What is needed:
Copy out all the lines in the records that include the word "points".

Exercise materials:
= Beginning of Section =

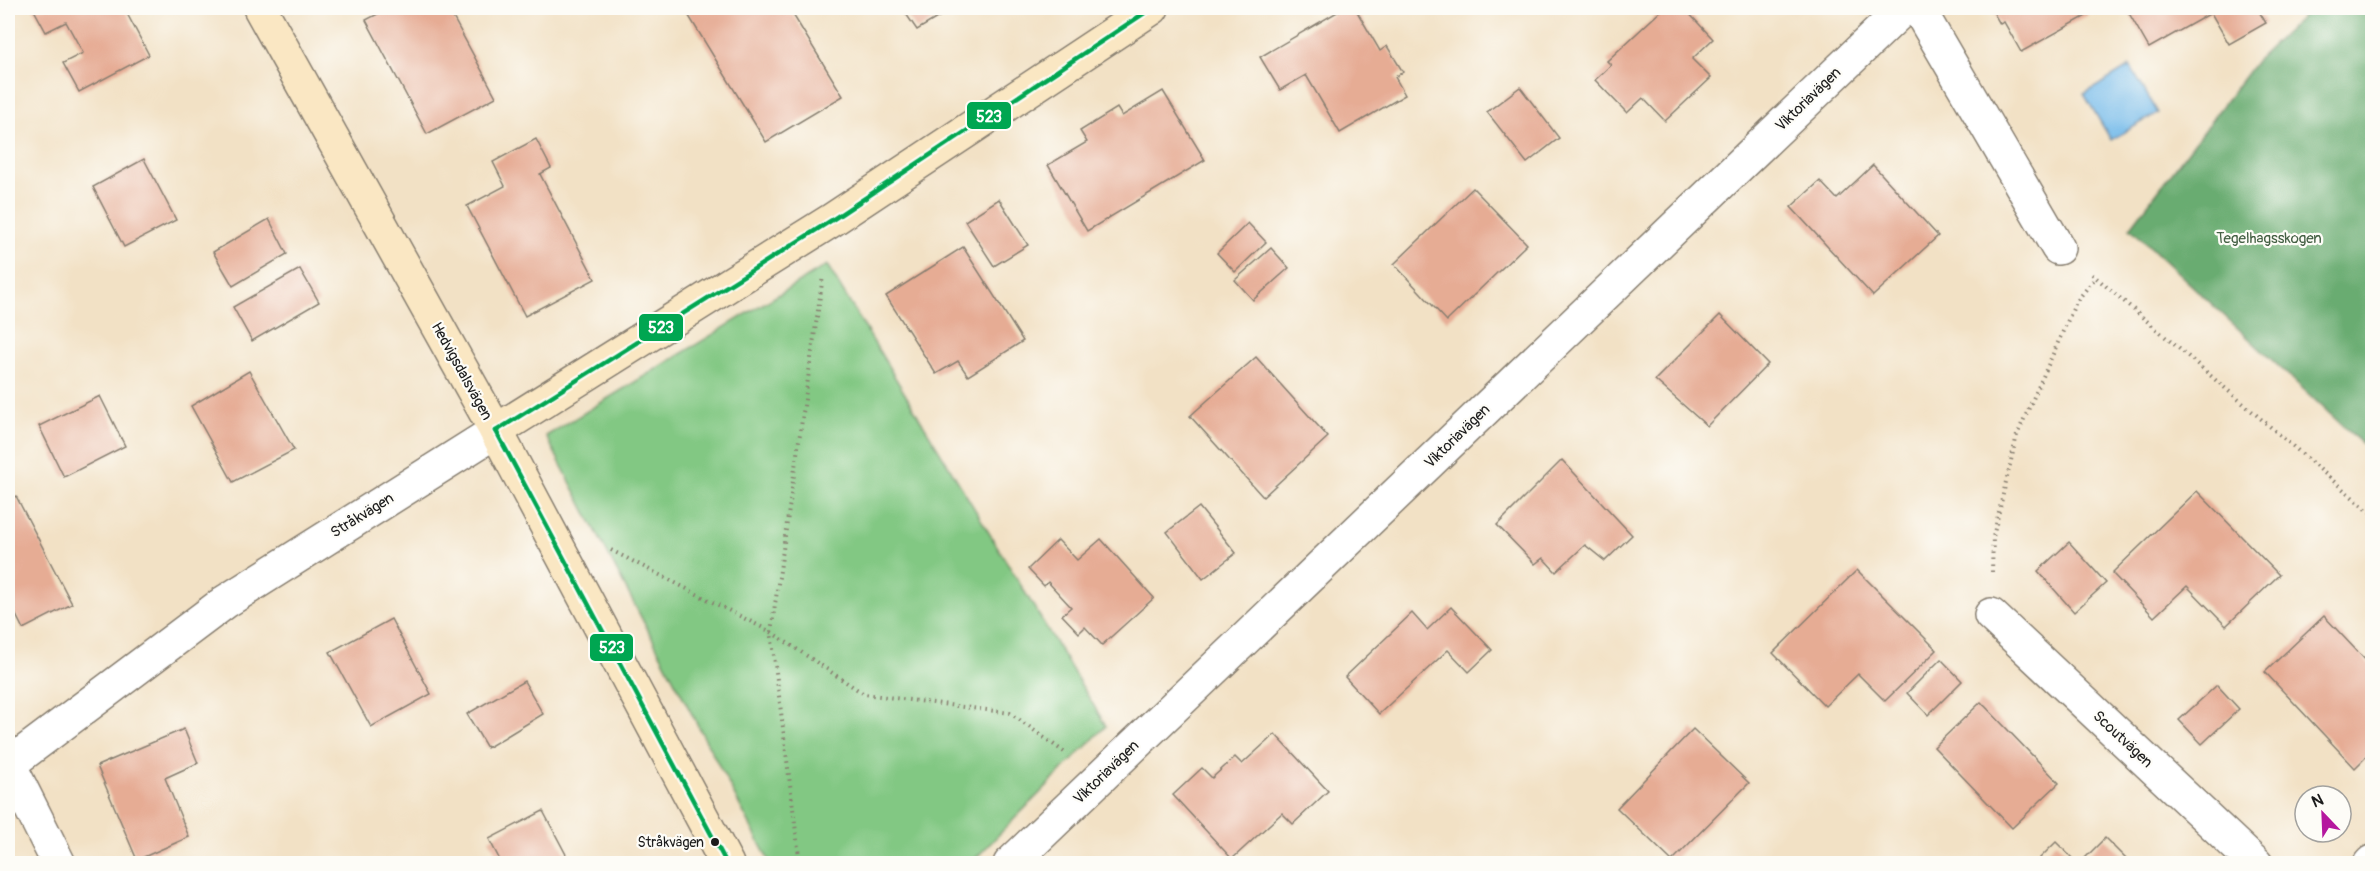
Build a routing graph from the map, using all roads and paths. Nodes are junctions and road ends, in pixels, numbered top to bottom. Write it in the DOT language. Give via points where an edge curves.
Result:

= End of Section =
= Beginning of Section =

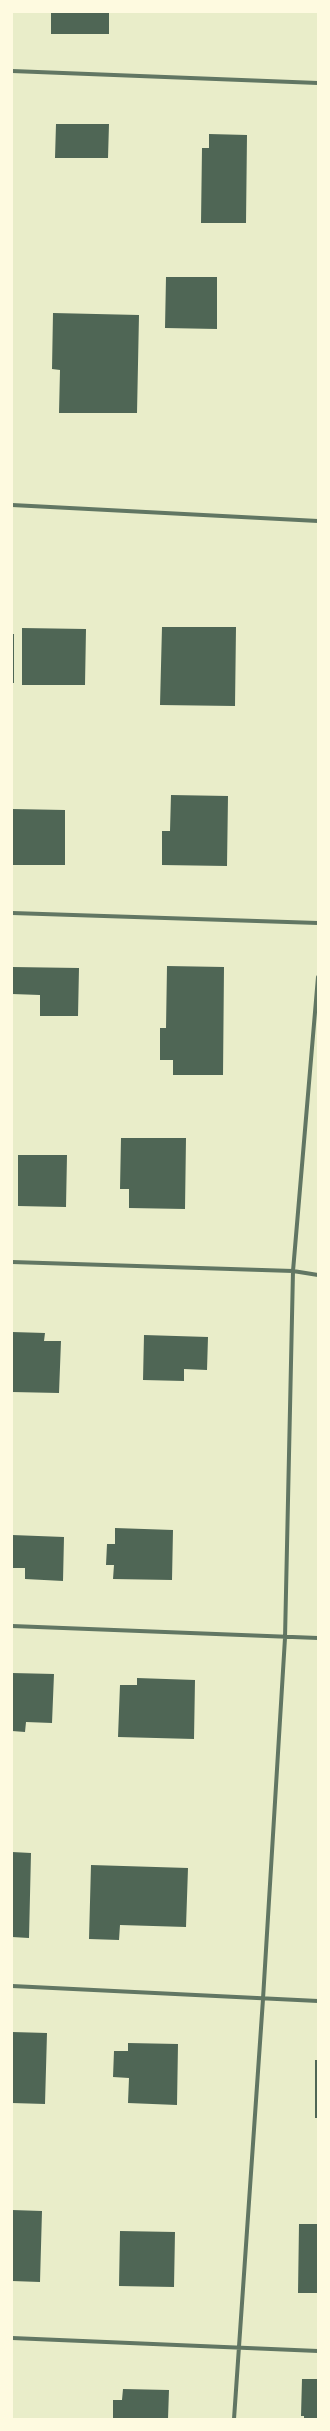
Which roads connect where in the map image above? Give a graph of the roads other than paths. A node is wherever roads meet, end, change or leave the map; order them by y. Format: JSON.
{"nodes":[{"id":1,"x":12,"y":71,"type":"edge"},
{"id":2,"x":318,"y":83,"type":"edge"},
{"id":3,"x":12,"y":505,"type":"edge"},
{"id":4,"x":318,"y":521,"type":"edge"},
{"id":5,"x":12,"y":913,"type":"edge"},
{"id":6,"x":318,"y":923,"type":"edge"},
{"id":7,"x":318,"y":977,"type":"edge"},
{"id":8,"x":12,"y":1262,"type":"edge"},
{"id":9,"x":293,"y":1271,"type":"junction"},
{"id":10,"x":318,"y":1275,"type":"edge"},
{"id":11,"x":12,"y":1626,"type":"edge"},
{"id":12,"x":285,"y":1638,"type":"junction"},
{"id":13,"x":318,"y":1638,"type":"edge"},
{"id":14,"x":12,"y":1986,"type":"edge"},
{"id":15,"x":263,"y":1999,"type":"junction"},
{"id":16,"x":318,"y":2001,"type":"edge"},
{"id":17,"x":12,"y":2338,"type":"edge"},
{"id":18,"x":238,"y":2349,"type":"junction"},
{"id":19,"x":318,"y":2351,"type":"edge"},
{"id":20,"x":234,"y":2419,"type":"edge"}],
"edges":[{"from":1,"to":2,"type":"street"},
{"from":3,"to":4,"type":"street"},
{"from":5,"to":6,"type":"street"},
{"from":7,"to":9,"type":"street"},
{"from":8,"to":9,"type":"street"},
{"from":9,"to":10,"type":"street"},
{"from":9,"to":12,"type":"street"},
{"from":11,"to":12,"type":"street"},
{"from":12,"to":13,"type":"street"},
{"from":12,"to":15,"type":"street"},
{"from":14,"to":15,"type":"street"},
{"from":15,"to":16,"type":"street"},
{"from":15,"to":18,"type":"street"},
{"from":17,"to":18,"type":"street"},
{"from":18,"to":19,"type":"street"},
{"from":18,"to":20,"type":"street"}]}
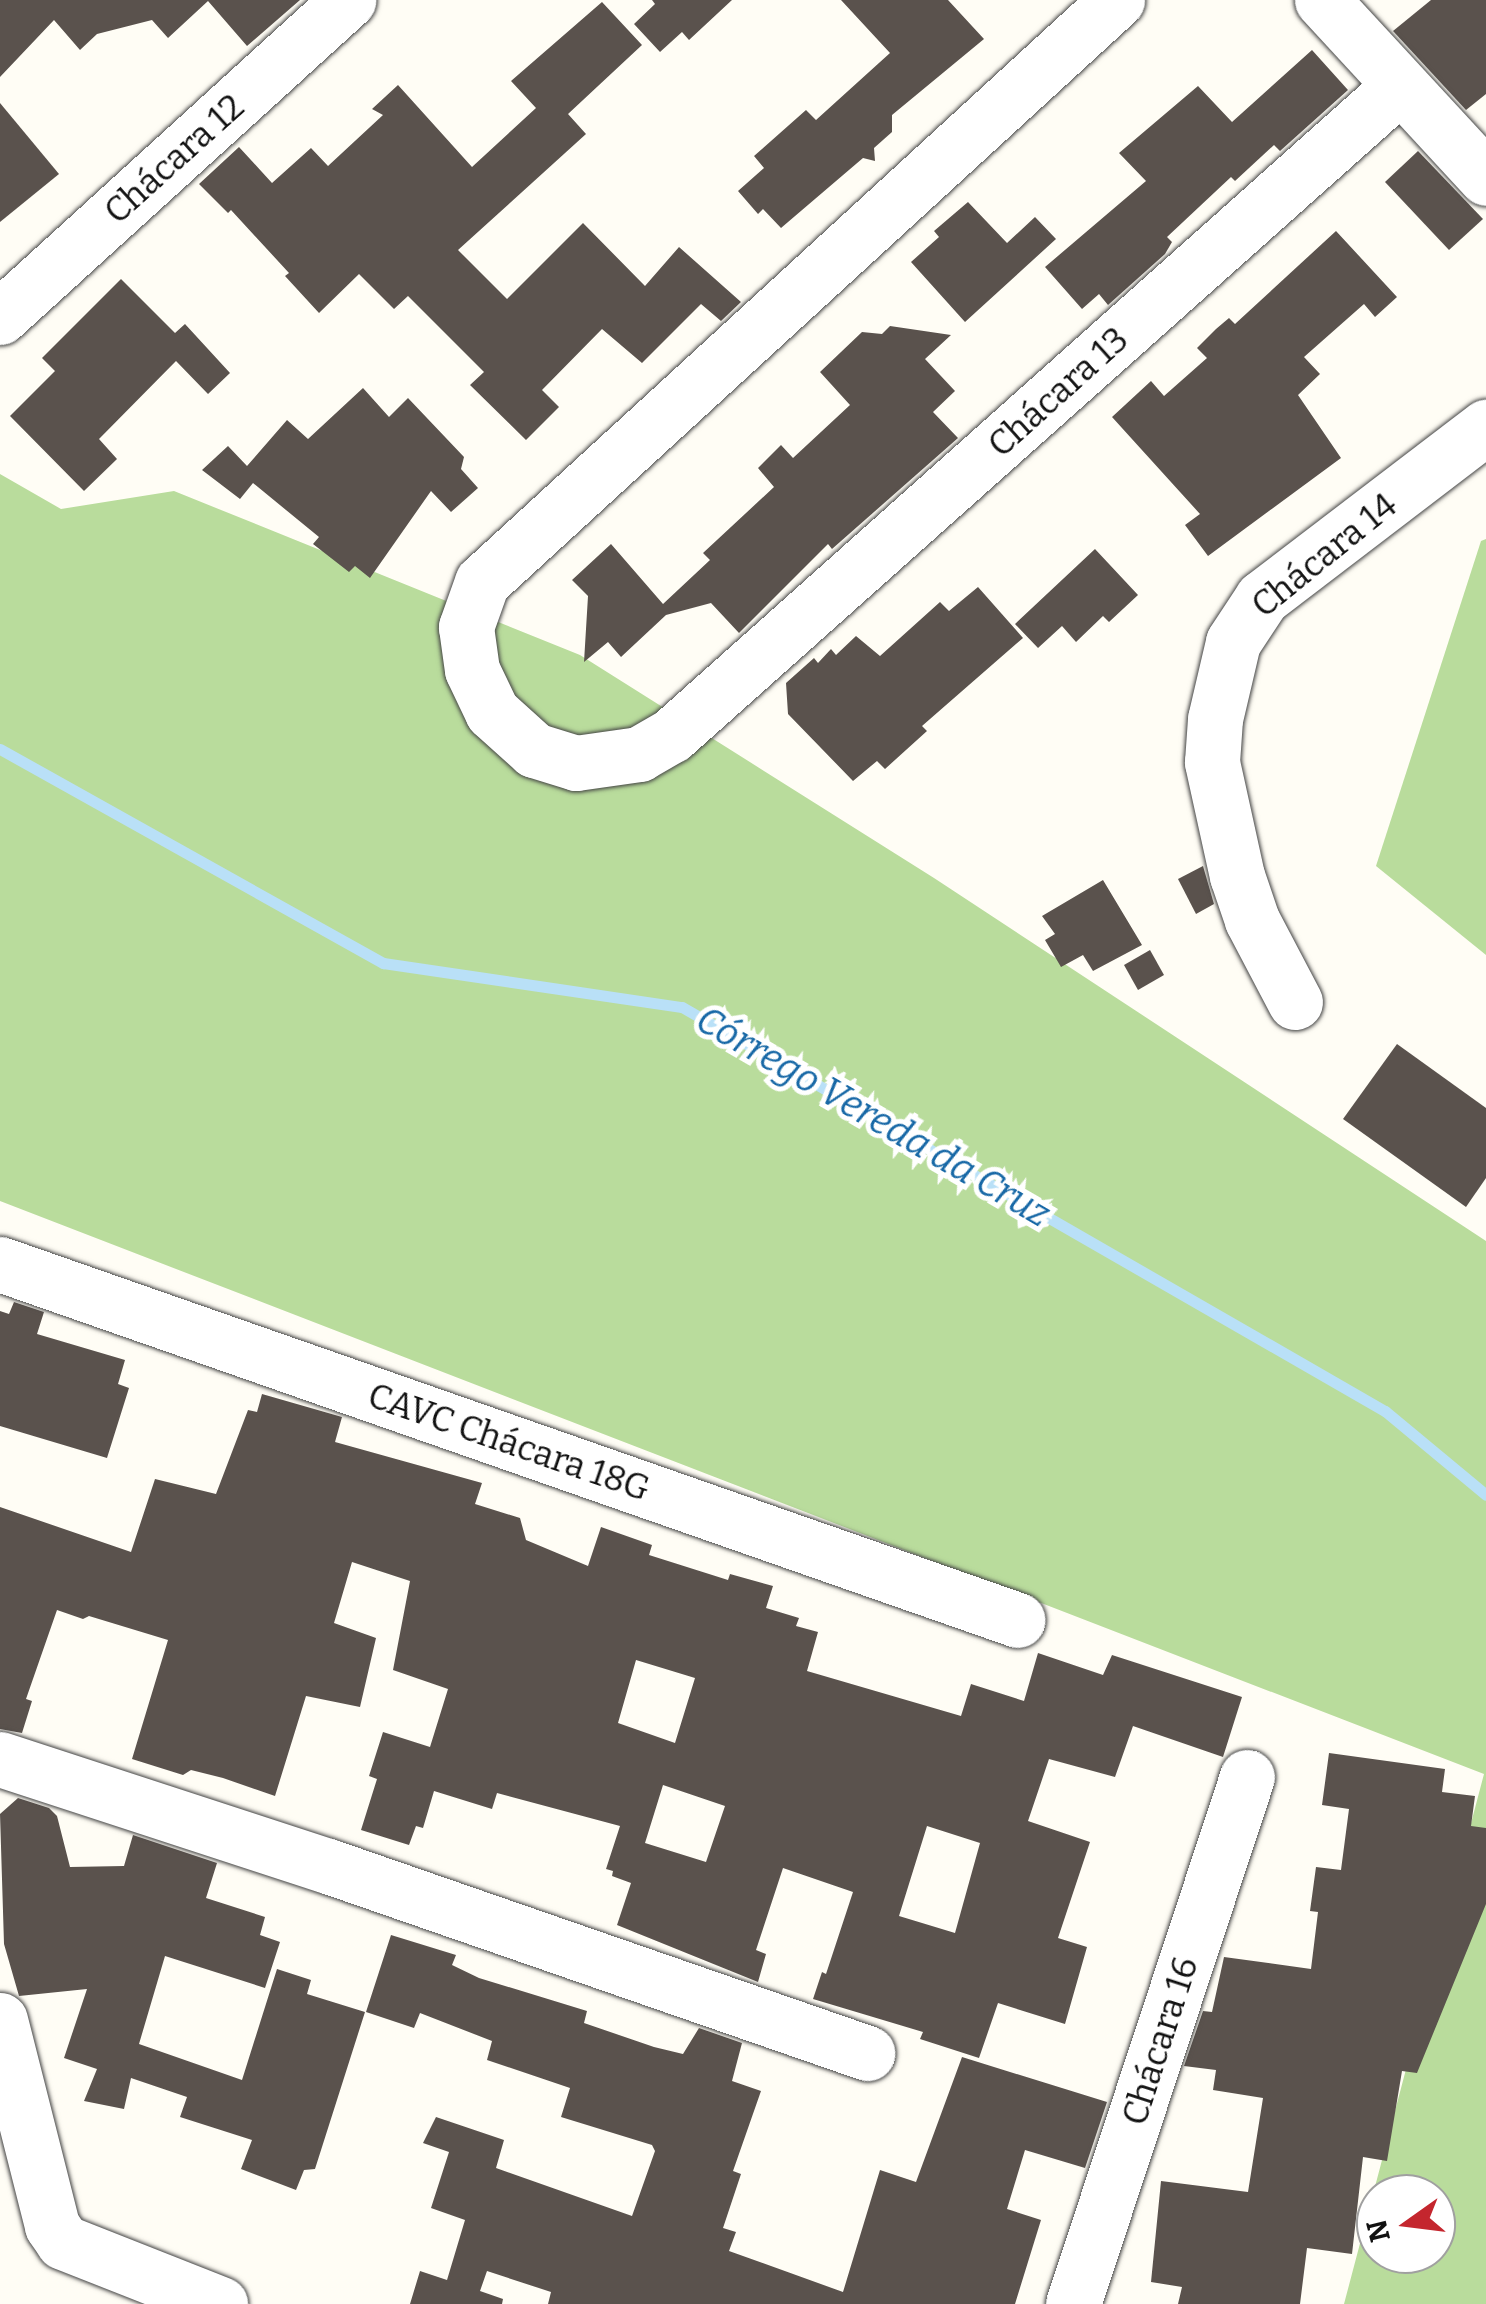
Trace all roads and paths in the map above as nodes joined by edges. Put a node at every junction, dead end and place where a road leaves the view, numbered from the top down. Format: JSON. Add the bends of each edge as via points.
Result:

= End of Section =

Response:
Build a routing graph from the map, using all roads and paths. Nodes are junctions and road ends, in pixels, numbered top to bottom. Write it in the DOT language. Give via points where an edge curves.
Trace all roads and paths in the map above as nodes joined by edges. Put a node at every junction, dead end and place where a road leaves the view, numbered from the top down. Format: JSON. Add the bends of each edge as via points.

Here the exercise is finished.